During a hike in the woods near his Summit County home, Tom Lebsack stopped when he spotted a bright pink burst in the brush.
A wildflower fanatic toting his camera across Colorado’s plains, foothills and tundra in search of the next little wonder to add to his portfolio, the source of the color was a treat for Lebsack. This was a Calypso bulbosa, he later learned, an orchid also known as fairy slipper.
“This was probably five years ago,” Lebsack recalled. “I have gone to that same position at the same time year after year, and I have never found it again.”
That is likely for reasons as variable and mysterious as nature itself. Calypso bulbosa has also grown on a conservation easement in Golden Gate Canyon, a ranch home to botanist Denise Wilson and her husband, Orvel Ray. The orchid has been among plants they’ve monitored for the better part of three decades.
They remember counts of more than 100 in years past. “This year? None,” Orvel Ray Wilson said.

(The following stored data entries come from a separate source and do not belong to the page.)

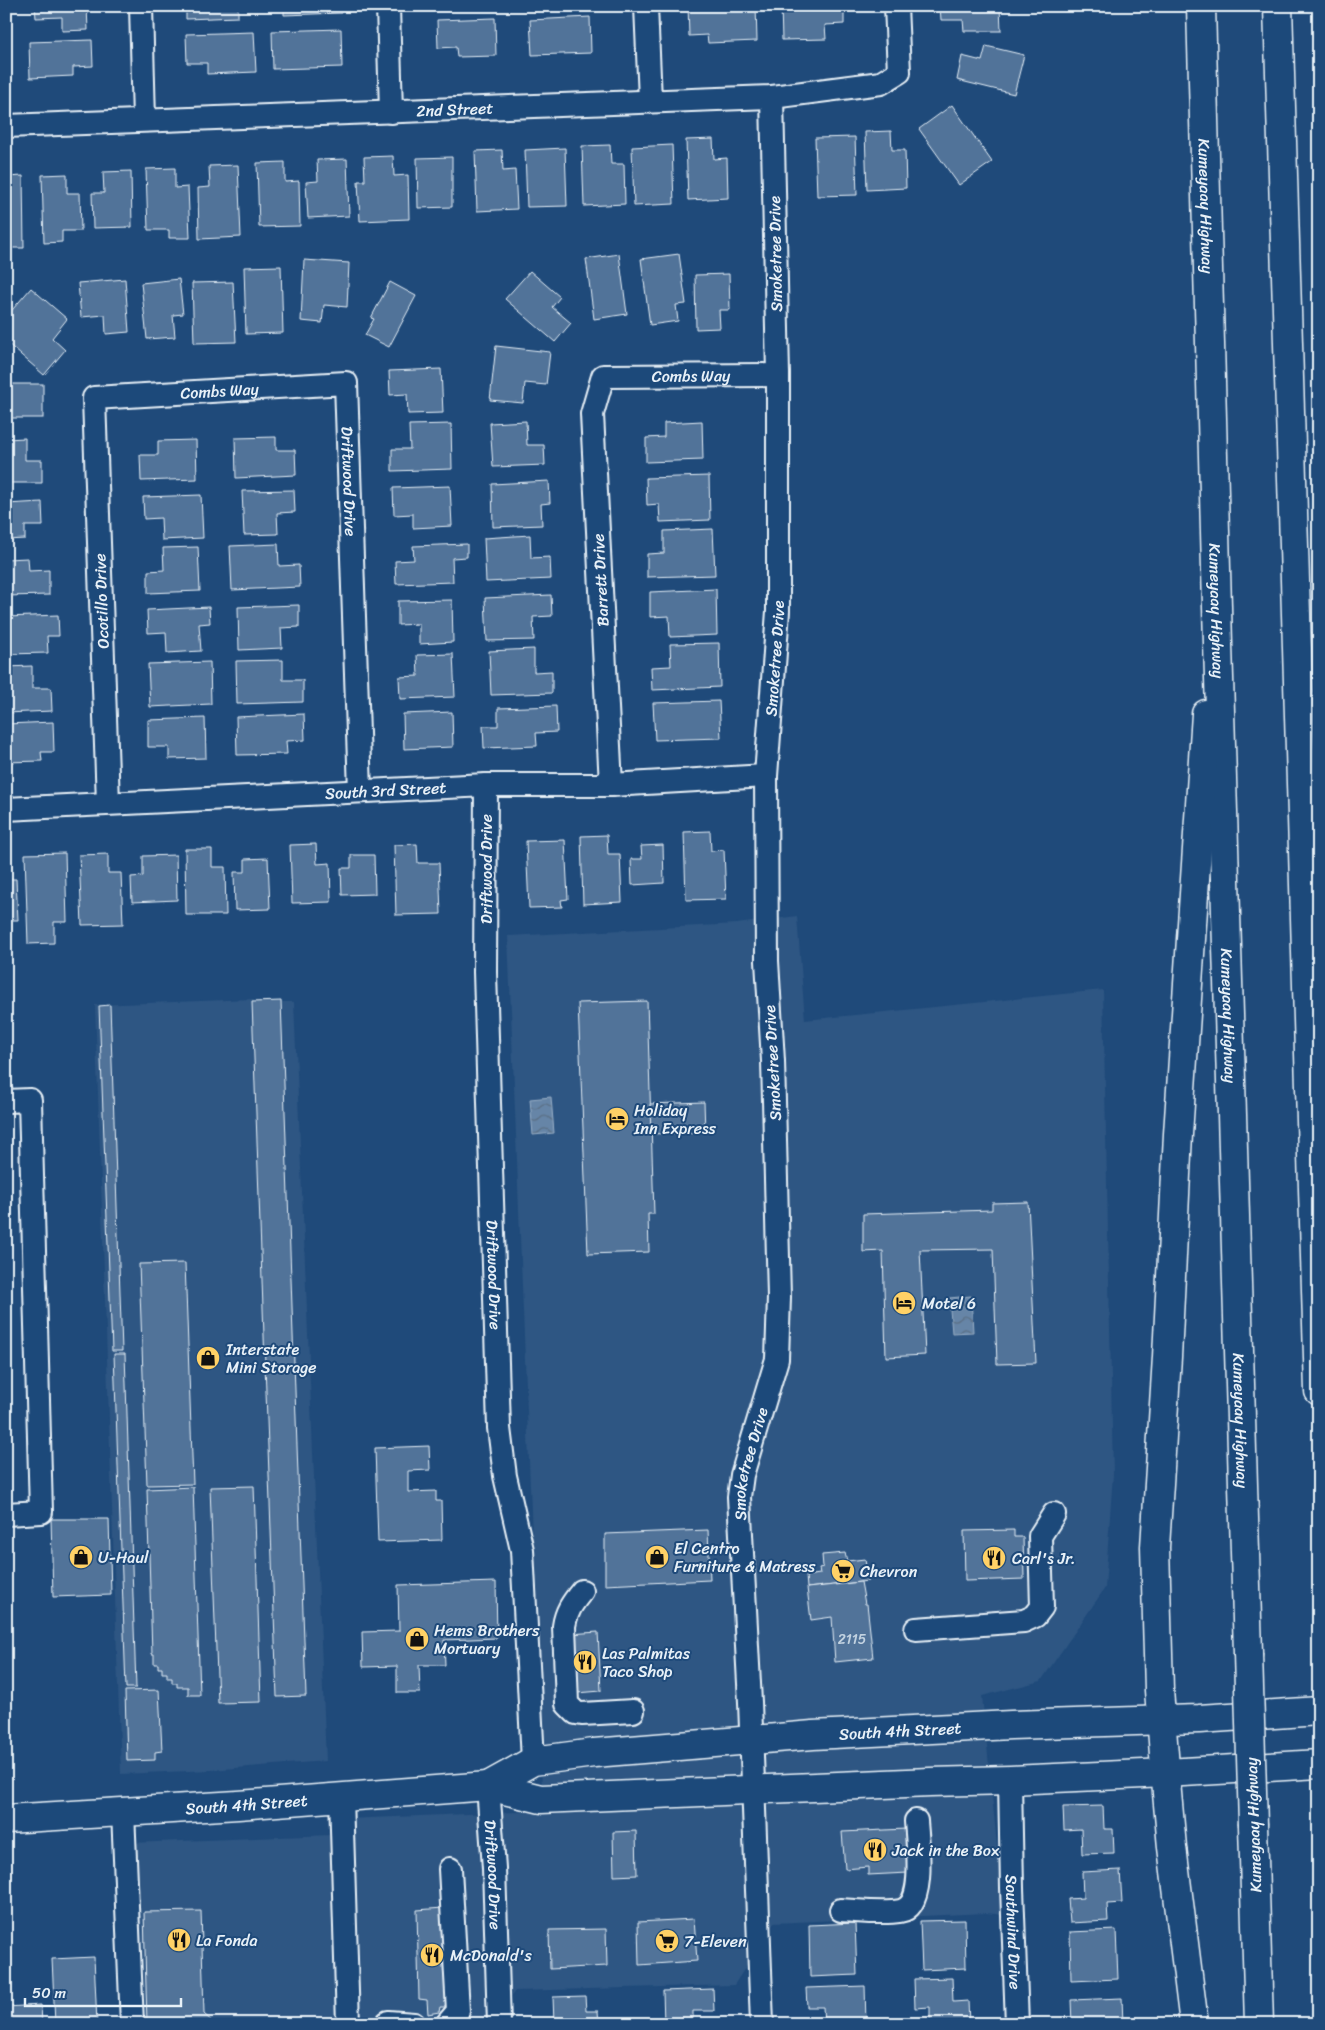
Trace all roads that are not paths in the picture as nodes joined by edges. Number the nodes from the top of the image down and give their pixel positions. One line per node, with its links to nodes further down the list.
1 (141, 6): 10 (street)
2 (388, 6): 9 (street)
3 (646, 6): 8 (street)
4 (896, 6): 7 (street, 2nd Street)
5 (1201, 6): 17 (main road, Kumeyaay Highway)
6 (1278, 6): 16 (main road)
7 (772, 97): 8 (street, 2nd Street); 12 (street, Smoketree Drive)
8 (650, 100): 9 (street, 2nd Street)
9 (391, 112): 10 (street, 2nd Street)
10 (144, 120): 11 (street, 2nd Street)
11 (6, 126)
12 (778, 375): 13 (street, Combs Way); 19 (street, Smoketree Drive)
13 (603, 376): 21 (street, Barrett Drive)
14 (346, 383): 15 (street, Combs Way); 22 (street, Driftwood Drive)
15 (94, 398): 23 (street, Ocotillo Drive)
16 (1295, 525): 18 (main road); 26 (main road)
17 (1218, 644): 33 (main road); 56 (main road, Kumeyaay Highway, bridge)
18 (1319, 708)
19 (766, 776): 21 (street, South 3rd Street); 34 (street, Smoketree Drive)
20 (486, 785): 21 (street, South 3rd Street); 22 (street, South 3rd Street); 35 (street, Driftwood Drive)
21 (611, 785)
22 (360, 791): 23 (street, South 3rd Street)
23 (108, 803): 24 (street, South 3rd Street)
24 (6, 809)
25 (6, 1100): 27 (street)
26 (1319, 1391)
27 (6, 1514)
28 (1054, 1514): 30 (street)
29 (582, 1591): 31 (street)
30 (916, 1629)
31 (633, 1711)
32 (1319, 1711): 33 (main road, South 4th Street)
33 (1162, 1720): 34 (main road, South 4th Street); 37 (main road)
34 (752, 1739): 35 (main road, South 4th Street); 40 (street, Smoketree Drive)
35 (533, 1762): 39 (main road, South 4th Street)
36 (1319, 1764): 37 (main road, South 4th Street)
37 (1166, 1773): 38 (main road, South 4th Street); 55 (main road)
38 (1010, 1780): 40 (main road, South 4th Street); 54 (street, Southwind Drive)
39 (488, 1786): 40 (main road, South 4th Street); 41 (main road, South 4th Street); 52 (street, Driftwood Drive)
40 (754, 1789): 53 (street, Smoketree Drive)
41 (341, 1797): 42 (main road, South 4th Street); 49 (street)
42 (123, 1812): 43 (main road, South 4th Street); 48 (street)
43 (6, 1820)
44 (916, 1821): 46 (street)
45 (450, 1869): 51 (street)
46 (841, 1910)
47 (388, 2022): 50 (street)
48 (132, 2024)
49 (348, 2024)
50 (414, 2024)
51 (447, 2024)
52 (498, 2024)
53 (762, 2024)
54 (1018, 2024)
55 (1194, 2024)
56 (1259, 2024)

He mentioned another flower he and his wife have collected data for: the yellow wood lily. Recent counts were a fourth of what they once were, Wilson said.
“And part of that, we can attribute to climate change,” he said.
A patch of blue columbine flourish in the Washington Gulch area with the recent rains outside Crested Butte. The blue columbine is the state flower of Colorado.
It’s a correlation of continued scrutiny and concern for experts and admirers amid prolonged drought in the West. Another summer comes with drastic conditions across Colorado’s Western Slope, home to many of the state’s most iconic sanctuaries of native flowers. Midsummer is a typical time for peak blooms in lower elevations, but observers report colors flashed best in June — a trend some say could be more common as flowers struggle to endure more days and weeks of heat.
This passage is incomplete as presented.